1. Florida Probe System

  • Overview: The Florida Probe System is an automated probing system designed to facilitate accurate periodontal assessments. It consists of several components:

    • Probe Handpiece: The instrument used to measure pocket depths.
    • Digital Readout: Displays measurements in real-time.
    • Foot Switch: Allows for hands-free operation.
    • Computer Interface: Connects the probe to a computer for data management.
  • Specifications:

    • Probe Diameter: The end of the probe is 0.4 mm in diameter, allowing for precise measurements in periodontal pockets.
  • Advantages:

    • Constant Probing Force: The system applies a consistent force during probing, reducing variability in measurements.
    • Precise Electronic Measurement: Provides accurate and reproducible measurements of pocket depths.
    • Computer Storage of Data: Enables easy storage, retrieval, and analysis of patient data, facilitating better record-keeping and tracking of periodontal health over time.
  • Disadvantages:

    • Lack of Tactile Sensitivity: The automated nature of the probe means that clinicians do not receive tactile feedback, which can be important for assessing tissue health.
    • Fixed Force Setting: The use of a fixed force setting throughout the mouth may not account for variations in tissue condition, potentially leading to inaccurate measurements or patient discomfort.

2. Foster-Miller Probe

  • Overview: The Foster-Miller Probe is another automated probing system that offers unique features for periodontal assessment.

  • Capabilities:

    • Pocket Depth Measurement: This probe can measure pocket depths effectively.
    • Detection of the Cemento-Enamel Junction (CEJ): It is capable of coupling pocket depth measurements with the detection of the CEJ, providing valuable information about clinical attachment levels.

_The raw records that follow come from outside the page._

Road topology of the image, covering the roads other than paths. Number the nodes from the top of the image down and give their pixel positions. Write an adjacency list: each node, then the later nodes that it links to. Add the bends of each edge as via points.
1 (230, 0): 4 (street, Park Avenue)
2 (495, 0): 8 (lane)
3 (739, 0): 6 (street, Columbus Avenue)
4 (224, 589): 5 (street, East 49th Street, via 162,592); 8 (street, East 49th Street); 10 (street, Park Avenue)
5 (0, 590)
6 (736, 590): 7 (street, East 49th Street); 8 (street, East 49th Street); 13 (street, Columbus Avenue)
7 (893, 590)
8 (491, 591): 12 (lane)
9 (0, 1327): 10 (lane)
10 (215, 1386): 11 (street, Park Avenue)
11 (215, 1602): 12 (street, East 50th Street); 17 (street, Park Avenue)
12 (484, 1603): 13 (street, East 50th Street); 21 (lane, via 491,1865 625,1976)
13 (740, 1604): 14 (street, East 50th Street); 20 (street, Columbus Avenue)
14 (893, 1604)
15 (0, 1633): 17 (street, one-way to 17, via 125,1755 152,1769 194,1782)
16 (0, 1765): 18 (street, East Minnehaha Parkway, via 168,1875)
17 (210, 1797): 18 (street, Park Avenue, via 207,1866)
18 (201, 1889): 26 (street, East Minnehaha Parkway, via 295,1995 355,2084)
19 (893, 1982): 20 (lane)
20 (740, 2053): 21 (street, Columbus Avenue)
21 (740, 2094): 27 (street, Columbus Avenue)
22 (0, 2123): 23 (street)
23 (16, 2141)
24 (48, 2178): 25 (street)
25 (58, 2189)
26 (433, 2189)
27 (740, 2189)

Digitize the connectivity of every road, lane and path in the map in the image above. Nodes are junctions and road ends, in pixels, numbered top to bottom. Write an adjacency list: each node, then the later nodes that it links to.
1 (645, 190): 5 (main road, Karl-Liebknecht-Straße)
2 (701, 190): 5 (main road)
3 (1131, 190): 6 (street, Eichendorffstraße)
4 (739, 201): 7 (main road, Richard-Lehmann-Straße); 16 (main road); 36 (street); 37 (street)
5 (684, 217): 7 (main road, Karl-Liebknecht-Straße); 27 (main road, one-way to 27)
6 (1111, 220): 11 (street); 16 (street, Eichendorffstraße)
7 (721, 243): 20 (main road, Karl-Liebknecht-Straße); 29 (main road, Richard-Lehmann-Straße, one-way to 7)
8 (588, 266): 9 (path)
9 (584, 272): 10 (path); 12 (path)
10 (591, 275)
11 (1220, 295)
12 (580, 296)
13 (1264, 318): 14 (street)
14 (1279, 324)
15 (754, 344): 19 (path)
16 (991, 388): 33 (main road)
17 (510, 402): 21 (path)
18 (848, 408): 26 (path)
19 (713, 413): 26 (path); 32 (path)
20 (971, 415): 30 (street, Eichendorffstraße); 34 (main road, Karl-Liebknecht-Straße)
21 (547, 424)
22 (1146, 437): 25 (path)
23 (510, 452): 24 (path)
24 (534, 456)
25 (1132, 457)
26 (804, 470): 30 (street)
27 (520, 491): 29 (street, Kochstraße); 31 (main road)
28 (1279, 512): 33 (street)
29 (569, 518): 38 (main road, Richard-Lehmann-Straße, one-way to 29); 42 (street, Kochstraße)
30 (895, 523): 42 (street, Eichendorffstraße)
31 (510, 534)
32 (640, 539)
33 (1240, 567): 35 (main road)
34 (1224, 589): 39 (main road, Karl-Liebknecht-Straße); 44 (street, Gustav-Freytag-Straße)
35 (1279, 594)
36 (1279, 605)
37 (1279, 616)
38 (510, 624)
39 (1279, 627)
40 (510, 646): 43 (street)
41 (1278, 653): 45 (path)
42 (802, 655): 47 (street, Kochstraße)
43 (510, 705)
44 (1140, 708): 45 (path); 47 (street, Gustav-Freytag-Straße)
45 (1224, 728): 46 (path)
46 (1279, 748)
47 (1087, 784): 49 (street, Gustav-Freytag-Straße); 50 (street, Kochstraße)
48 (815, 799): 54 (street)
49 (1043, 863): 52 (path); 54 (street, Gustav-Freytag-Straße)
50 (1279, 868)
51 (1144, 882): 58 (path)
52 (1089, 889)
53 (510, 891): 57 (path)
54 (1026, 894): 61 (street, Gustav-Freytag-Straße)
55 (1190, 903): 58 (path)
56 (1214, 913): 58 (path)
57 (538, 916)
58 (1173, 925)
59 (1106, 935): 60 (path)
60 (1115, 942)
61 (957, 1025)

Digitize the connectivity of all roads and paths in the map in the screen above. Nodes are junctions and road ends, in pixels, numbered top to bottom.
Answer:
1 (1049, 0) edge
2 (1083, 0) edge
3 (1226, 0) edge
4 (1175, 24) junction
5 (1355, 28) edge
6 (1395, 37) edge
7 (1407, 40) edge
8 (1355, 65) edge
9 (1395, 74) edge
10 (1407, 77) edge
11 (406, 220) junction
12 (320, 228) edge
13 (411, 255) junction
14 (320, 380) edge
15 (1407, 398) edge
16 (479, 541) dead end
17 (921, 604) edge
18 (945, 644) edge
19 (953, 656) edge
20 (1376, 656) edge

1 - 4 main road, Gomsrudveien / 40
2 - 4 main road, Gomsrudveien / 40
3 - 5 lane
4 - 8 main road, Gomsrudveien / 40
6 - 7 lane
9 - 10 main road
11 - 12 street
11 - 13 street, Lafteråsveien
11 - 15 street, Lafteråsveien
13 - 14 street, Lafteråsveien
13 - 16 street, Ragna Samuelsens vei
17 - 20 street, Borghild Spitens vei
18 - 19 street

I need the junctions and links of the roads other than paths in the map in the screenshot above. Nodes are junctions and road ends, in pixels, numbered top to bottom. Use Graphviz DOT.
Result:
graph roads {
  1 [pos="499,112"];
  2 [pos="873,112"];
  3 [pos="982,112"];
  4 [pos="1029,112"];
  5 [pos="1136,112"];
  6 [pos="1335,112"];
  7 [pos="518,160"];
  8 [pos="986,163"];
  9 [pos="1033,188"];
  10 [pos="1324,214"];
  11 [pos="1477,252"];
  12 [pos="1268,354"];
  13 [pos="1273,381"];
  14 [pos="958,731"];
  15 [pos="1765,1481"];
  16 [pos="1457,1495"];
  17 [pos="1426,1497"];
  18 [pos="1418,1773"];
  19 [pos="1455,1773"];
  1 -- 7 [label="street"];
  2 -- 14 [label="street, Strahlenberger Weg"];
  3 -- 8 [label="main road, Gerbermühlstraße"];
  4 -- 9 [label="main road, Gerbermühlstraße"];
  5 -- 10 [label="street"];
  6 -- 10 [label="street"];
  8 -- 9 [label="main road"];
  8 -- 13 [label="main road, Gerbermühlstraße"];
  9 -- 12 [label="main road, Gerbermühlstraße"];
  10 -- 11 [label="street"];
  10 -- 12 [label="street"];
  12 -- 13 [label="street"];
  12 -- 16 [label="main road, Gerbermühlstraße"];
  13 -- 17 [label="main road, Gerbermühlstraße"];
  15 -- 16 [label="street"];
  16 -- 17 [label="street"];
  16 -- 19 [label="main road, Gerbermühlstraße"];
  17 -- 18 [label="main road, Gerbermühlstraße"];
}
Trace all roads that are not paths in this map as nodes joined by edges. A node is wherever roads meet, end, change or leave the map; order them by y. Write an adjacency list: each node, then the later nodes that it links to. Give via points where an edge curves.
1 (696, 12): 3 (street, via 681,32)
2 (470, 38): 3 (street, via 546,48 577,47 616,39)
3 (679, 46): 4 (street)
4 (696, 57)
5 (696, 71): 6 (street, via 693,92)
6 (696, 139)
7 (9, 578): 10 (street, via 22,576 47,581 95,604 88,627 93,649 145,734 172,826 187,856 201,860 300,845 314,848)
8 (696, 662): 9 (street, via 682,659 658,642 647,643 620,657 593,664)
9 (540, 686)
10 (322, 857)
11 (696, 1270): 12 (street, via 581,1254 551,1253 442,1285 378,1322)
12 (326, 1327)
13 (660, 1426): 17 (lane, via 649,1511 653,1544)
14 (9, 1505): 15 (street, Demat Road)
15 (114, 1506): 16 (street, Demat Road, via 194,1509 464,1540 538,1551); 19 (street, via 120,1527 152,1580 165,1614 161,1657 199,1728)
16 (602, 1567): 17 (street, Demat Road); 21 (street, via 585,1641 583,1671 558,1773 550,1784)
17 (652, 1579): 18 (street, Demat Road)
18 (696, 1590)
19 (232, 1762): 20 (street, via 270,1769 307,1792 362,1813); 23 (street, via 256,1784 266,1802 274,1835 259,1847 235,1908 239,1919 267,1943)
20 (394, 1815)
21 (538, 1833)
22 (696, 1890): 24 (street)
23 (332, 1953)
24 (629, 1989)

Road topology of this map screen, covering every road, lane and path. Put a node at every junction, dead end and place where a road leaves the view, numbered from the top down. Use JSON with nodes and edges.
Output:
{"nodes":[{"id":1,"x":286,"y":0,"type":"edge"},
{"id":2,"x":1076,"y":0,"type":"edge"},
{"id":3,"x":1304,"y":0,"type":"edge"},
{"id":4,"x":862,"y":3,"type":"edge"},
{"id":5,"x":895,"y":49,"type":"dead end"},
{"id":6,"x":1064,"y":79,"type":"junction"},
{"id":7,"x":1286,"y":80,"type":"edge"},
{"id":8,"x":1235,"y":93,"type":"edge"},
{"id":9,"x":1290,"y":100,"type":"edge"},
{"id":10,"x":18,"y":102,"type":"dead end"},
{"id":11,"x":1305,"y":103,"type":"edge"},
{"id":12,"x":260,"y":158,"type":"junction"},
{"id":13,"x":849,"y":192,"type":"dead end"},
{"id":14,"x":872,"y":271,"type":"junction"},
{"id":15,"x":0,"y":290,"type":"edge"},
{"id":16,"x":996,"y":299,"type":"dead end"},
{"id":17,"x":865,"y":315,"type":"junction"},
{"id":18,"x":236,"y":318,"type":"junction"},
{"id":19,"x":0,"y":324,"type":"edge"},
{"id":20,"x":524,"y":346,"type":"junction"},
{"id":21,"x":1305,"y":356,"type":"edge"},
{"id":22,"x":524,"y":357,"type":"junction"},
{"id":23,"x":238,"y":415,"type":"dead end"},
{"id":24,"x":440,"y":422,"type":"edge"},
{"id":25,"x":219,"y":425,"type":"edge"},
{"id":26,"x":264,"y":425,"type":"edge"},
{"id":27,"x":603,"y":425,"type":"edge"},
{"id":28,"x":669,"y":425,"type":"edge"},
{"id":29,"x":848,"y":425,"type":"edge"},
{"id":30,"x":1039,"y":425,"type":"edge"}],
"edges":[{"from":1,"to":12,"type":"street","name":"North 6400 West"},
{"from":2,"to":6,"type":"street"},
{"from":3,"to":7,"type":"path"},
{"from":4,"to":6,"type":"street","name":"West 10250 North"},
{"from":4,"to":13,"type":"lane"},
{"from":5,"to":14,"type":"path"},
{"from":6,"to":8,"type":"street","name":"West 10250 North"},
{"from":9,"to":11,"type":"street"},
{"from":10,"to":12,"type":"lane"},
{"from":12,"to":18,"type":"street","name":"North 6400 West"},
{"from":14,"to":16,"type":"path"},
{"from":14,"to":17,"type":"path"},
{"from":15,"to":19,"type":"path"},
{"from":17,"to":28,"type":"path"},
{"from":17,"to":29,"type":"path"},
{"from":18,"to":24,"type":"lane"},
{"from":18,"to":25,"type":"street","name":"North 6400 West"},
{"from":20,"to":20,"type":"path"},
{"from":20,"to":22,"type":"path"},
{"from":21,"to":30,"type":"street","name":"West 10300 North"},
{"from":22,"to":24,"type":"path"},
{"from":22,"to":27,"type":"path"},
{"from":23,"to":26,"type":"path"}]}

3. Toronto Automated Probe

  • Overview: The Toronto Automated Probe is designed to enhance the accuracy of probing in periodontal assessments.

  • Specifications:

    • Probing Mechanism: The sulcus is probed with a 0.5 mm nickel titanium wire that is extended under air pressure, allowing for gentle probing.
    • Angular Control: The system controls angular discrepancies using a mercury tilt sensor, which limits angulation within ±30 degrees. This feature helps maintain consistent probing angles.
  • Limitations:

    • Reproducible Positioning: The probe requires reproducible positioning of the patient’s head, which can be challenging in some clinical settings.
    • Limited Access: The design may not easily accommodate measurements of second or third molars, potentially limiting its use in comprehensive periodontal assessments.